Abror memastikan, saat ini kondisi pabrik yang terbakar sudah padam sebelum Magrib dengan bantuan damkar di­tambah cuaca hujan deras. Para pe­tugas damkar tengah melakukan pen­dinginan guna memastikan tak ada lagi percikan api.

Kepala Desa Harjatani, Sopan meng­ungkapkan, pabrik tersebut tidak per­nah ada koordinasi dengan peme­rintah desa, bahkan surat perizinannya pun tidak diketahui kejelasannya. 
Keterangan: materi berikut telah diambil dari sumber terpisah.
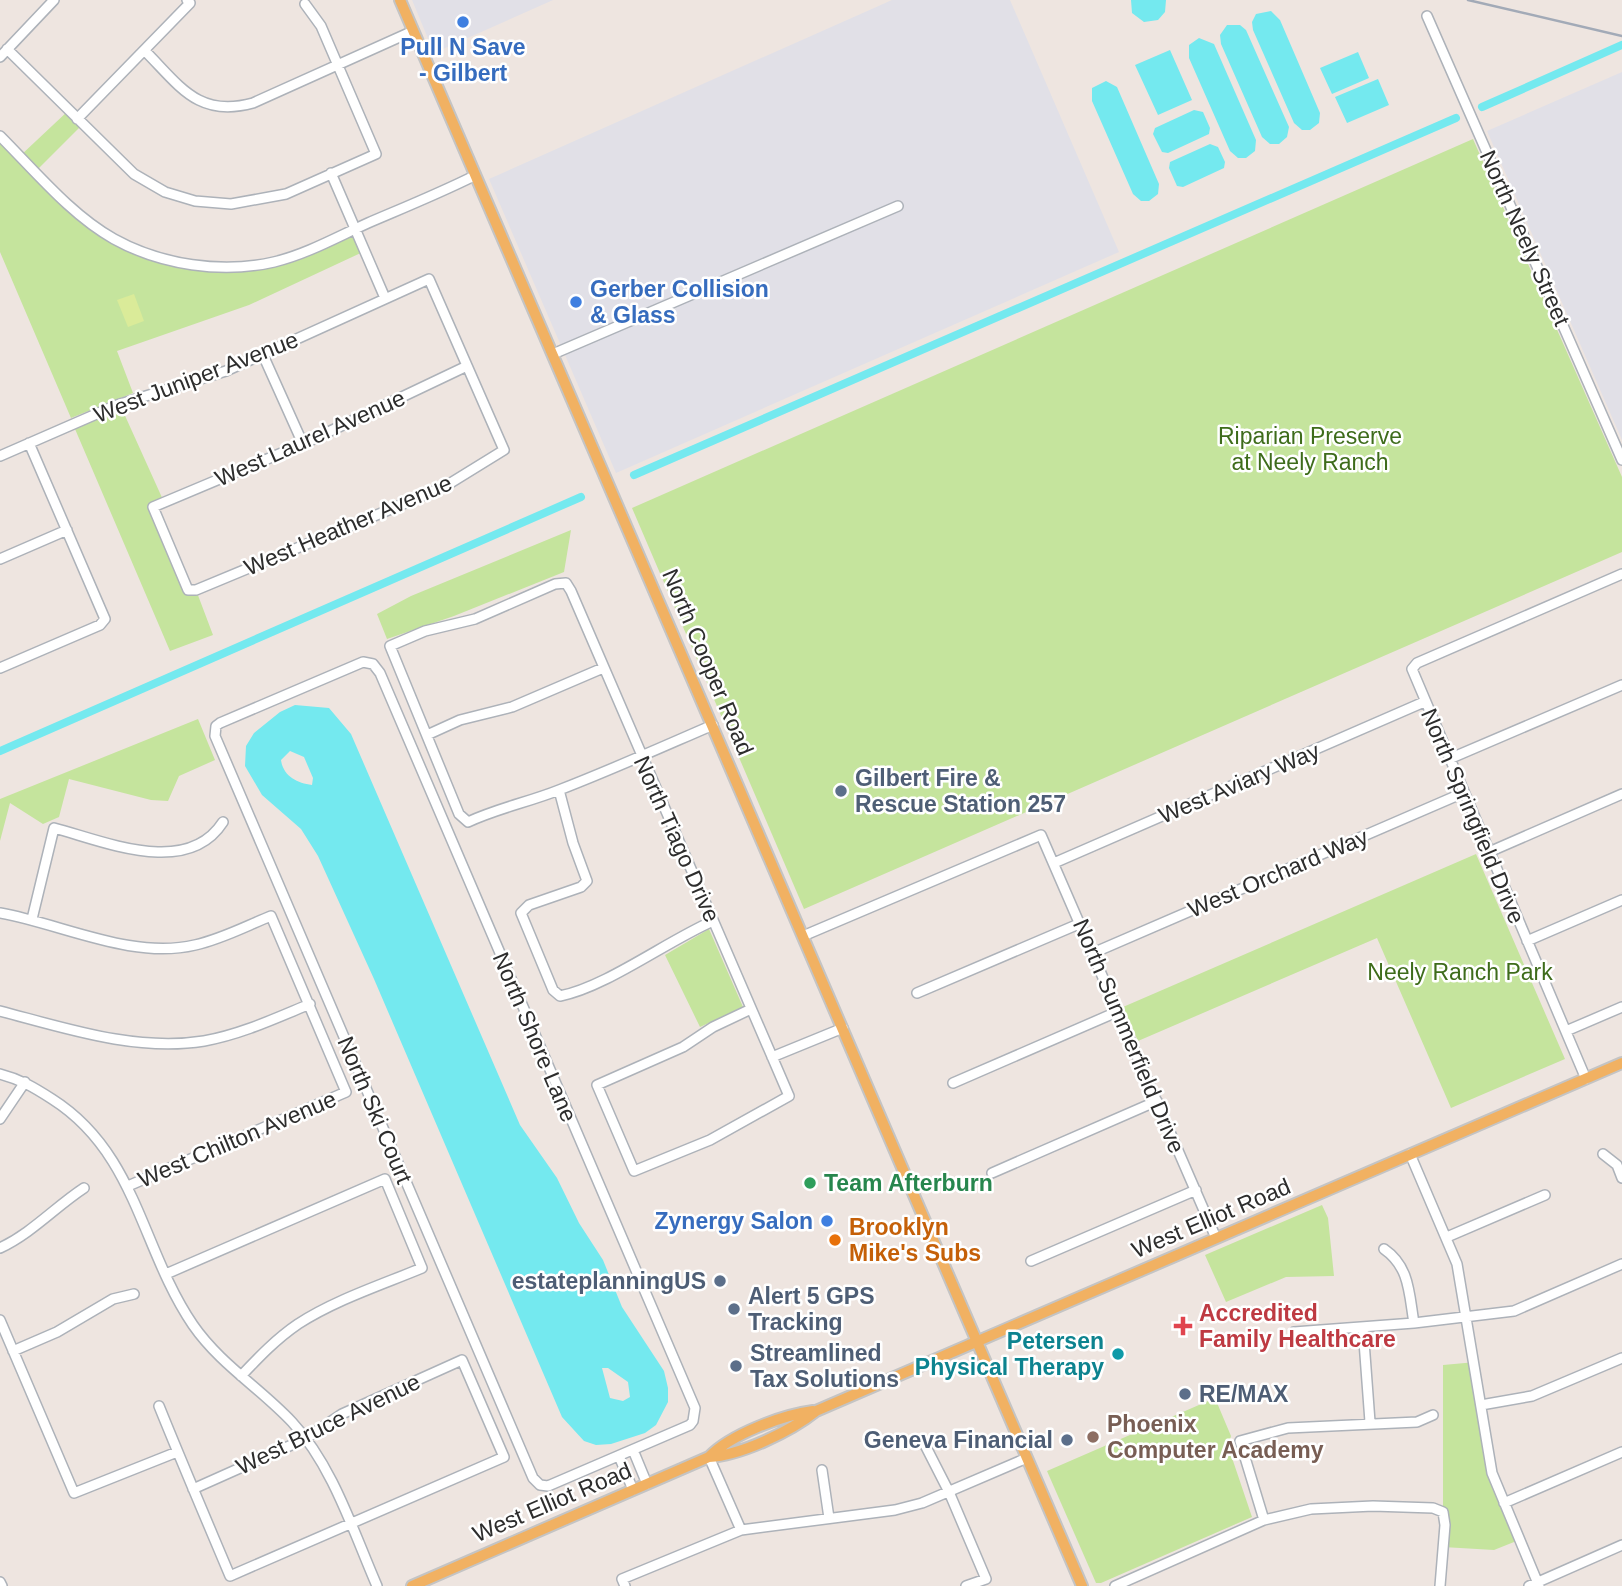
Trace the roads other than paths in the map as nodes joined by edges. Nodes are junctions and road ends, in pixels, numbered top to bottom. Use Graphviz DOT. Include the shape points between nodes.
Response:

“Saya enggak tahu apa-apa soal pabrik itu, orang enggak pernah ada koordinasi dengan desa juga,” ungkapnya.

Sementara itu, Kepala Pelaksana Ha­rian (Kalaksa) BPBD Kabupaten Serang, Nana Sukmana Kusuma menambahkan, penyebab terjadinya kebakaran karena faktor human eror.

“Karyawan bakar-bakaran kayu terus ditinggal gitu aja, apinya merambah ke gudang,” kata Nana.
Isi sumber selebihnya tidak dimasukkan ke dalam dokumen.